Problem details: Reproduce the entries. Match every word.

Items from a data source

══════

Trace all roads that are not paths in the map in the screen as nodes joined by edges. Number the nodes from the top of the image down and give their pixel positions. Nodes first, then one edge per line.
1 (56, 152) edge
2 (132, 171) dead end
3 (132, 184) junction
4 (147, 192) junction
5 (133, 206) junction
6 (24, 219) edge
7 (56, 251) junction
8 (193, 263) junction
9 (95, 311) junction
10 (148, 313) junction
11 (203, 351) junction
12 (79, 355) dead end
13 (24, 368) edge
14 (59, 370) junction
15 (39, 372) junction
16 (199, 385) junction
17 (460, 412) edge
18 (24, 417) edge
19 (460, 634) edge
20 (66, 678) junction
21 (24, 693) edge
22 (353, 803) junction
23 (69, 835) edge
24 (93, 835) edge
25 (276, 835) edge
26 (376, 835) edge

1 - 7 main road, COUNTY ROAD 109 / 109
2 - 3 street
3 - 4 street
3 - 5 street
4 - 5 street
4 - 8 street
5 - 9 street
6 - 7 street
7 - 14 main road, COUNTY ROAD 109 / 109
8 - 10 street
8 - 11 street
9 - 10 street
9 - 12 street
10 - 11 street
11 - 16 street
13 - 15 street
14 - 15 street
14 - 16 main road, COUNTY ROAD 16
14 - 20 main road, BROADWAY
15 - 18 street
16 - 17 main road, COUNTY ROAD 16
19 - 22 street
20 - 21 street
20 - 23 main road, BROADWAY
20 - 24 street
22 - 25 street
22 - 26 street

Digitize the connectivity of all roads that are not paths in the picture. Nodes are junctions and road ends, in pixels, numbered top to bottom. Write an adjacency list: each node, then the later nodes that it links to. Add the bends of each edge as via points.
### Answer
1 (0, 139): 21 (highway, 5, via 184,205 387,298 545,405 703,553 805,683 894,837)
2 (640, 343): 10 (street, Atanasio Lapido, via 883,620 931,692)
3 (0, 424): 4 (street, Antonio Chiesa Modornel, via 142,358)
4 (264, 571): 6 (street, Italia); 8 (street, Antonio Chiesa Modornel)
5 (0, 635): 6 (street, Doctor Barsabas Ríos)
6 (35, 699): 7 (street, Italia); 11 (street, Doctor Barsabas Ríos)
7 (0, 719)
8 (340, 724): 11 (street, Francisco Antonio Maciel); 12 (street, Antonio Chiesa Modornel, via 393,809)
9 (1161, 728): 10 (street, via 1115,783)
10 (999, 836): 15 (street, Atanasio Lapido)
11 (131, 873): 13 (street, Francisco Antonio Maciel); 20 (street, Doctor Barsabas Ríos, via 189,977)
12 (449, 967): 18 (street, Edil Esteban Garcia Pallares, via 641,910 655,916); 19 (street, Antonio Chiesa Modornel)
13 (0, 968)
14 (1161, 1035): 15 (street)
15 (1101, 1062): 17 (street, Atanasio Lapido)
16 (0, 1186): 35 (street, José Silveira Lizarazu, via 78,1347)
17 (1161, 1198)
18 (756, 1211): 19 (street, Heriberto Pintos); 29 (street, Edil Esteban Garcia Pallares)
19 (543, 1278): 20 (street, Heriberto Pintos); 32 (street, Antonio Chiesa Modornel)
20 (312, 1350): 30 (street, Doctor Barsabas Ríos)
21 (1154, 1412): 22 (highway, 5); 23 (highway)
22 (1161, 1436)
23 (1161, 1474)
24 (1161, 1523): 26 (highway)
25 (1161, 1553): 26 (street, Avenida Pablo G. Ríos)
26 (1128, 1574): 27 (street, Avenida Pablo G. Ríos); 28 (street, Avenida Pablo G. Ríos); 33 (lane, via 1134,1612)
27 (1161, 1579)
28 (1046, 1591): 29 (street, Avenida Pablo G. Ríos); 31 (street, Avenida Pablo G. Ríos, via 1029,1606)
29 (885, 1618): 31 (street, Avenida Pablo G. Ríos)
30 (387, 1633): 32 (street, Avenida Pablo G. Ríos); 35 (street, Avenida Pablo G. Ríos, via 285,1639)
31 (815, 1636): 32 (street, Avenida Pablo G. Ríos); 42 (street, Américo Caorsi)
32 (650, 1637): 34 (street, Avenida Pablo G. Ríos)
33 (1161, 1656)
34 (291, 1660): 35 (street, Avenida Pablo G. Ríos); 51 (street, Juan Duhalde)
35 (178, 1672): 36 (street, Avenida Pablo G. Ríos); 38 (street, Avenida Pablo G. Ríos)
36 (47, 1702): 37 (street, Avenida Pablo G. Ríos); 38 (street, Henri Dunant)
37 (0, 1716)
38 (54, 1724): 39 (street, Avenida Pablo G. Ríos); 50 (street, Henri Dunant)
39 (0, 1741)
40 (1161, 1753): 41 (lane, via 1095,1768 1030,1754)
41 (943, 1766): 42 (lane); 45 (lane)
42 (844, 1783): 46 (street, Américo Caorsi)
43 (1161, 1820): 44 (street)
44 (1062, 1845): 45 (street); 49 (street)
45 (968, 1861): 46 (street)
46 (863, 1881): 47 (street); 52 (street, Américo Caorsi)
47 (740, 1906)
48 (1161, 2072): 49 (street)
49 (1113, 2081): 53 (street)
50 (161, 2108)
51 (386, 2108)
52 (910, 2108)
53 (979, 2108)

══════

Answer space:
Trace all roads that are not paths in the map in the screen as nodes joined by edges. Number the nodes from the top of the image down and give their pixel positions. Nodes first, then one edge per line.
1 (56, 152) edge
2 (132, 171) dead end
3 (132, 184) junction
4 (147, 192) junction
5 (133, 206) junction
6 (24, 219) edge
7 (56, 251) junction
8 (193, 263) junction
9 (95, 311) junction
10 (148, 313) junction
11 (203, 351) junction
12 (79, 355) dead end
13 (24, 368) edge
14 (59, 370) junction
15 (39, 372) junction
16 (199, 385) junction
17 (460, 412) edge
18 (24, 417) edge
19 (460, 634) edge
20 (66, 678) junction
21 (24, 693) edge
22 (353, 803) junction
23 (69, 835) edge
24 (93, 835) edge
25 (276, 835) edge
26 (376, 835) edge

1 - 7 main road, COUNTY ROAD 109 / 109
2 - 3 street
3 - 4 street
3 - 5 street
4 - 5 street
4 - 8 street
5 - 9 street
6 - 7 street
7 - 14 main road, COUNTY ROAD 109 / 109
8 - 10 street
8 - 11 street
9 - 10 street
9 - 12 street
10 - 11 street
11 - 16 street
13 - 15 street
14 - 15 street
14 - 16 main road, COUNTY ROAD 16
14 - 20 main road, BROADWAY
15 - 18 street
16 - 17 main road, COUNTY ROAD 16
19 - 22 street
20 - 21 street
20 - 23 main road, BROADWAY
20 - 24 street
22 - 25 street
22 - 26 street

Digitize the connectivity of all roads that are not paths in the picture. Nodes are junctions and road ends, in pixels, numbered top to bottom. Write an adjacency list: each node, then the later nodes that it links to. Add the bends of each edge as via points.
### Answer
1 (0, 139): 21 (highway, 5, via 184,205 387,298 545,405 703,553 805,683 894,837)
2 (640, 343): 10 (street, Atanasio Lapido, via 883,620 931,692)
3 (0, 424): 4 (street, Antonio Chiesa Modornel, via 142,358)
4 (264, 571): 6 (street, Italia); 8 (street, Antonio Chiesa Modornel)
5 (0, 635): 6 (street, Doctor Barsabas Ríos)
6 (35, 699): 7 (street, Italia); 11 (street, Doctor Barsabas Ríos)
7 (0, 719)
8 (340, 724): 11 (street, Francisco Antonio Maciel); 12 (street, Antonio Chiesa Modornel, via 393,809)
9 (1161, 728): 10 (street, via 1115,783)
10 (999, 836): 15 (street, Atanasio Lapido)
11 (131, 873): 13 (street, Francisco Antonio Maciel); 20 (street, Doctor Barsabas Ríos, via 189,977)
12 (449, 967): 18 (street, Edil Esteban Garcia Pallares, via 641,910 655,916); 19 (street, Antonio Chiesa Modornel)
13 (0, 968)
14 (1161, 1035): 15 (street)
15 (1101, 1062): 17 (street, Atanasio Lapido)
16 (0, 1186): 35 (street, José Silveira Lizarazu, via 78,1347)
17 (1161, 1198)
18 (756, 1211): 19 (street, Heriberto Pintos); 29 (street, Edil Esteban Garcia Pallares)
19 (543, 1278): 20 (street, Heriberto Pintos); 32 (street, Antonio Chiesa Modornel)
20 (312, 1350): 30 (street, Doctor Barsabas Ríos)
21 (1154, 1412): 22 (highway, 5); 23 (highway)
22 (1161, 1436)
23 (1161, 1474)
24 (1161, 1523): 26 (highway)
25 (1161, 1553): 26 (street, Avenida Pablo G. Ríos)
26 (1128, 1574): 27 (street, Avenida Pablo G. Ríos); 28 (street, Avenida Pablo G. Ríos); 33 (lane, via 1134,1612)
27 (1161, 1579)
28 (1046, 1591): 29 (street, Avenida Pablo G. Ríos); 31 (street, Avenida Pablo G. Ríos, via 1029,1606)
29 (885, 1618): 31 (street, Avenida Pablo G. Ríos)
30 (387, 1633): 32 (street, Avenida Pablo G. Ríos); 35 (street, Avenida Pablo G. Ríos, via 285,1639)
31 (815, 1636): 32 (street, Avenida Pablo G. Ríos); 42 (street, Américo Caorsi)
32 (650, 1637): 34 (street, Avenida Pablo G. Ríos)
33 (1161, 1656)
34 (291, 1660): 35 (street, Avenida Pablo G. Ríos); 51 (street, Juan Duhalde)
35 (178, 1672): 36 (street, Avenida Pablo G. Ríos); 38 (street, Avenida Pablo G. Ríos)
36 (47, 1702): 37 (street, Avenida Pablo G. Ríos); 38 (street, Henri Dunant)
37 (0, 1716)
38 (54, 1724): 39 (street, Avenida Pablo G. Ríos); 50 (street, Henri Dunant)
39 (0, 1741)
40 (1161, 1753): 41 (lane, via 1095,1768 1030,1754)
41 (943, 1766): 42 (lane); 45 (lane)
42 (844, 1783): 46 (street, Américo Caorsi)
43 (1161, 1820): 44 (street)
44 (1062, 1845): 45 (street); 49 (street)
45 (968, 1861): 46 (street)
46 (863, 1881): 47 (street); 52 (street, Américo Caorsi)
47 (740, 1906)
48 (1161, 2072): 49 (street)
49 (1113, 2081): 53 (street)
50 (161, 2108)
51 (386, 2108)
52 (910, 2108)
53 (979, 2108)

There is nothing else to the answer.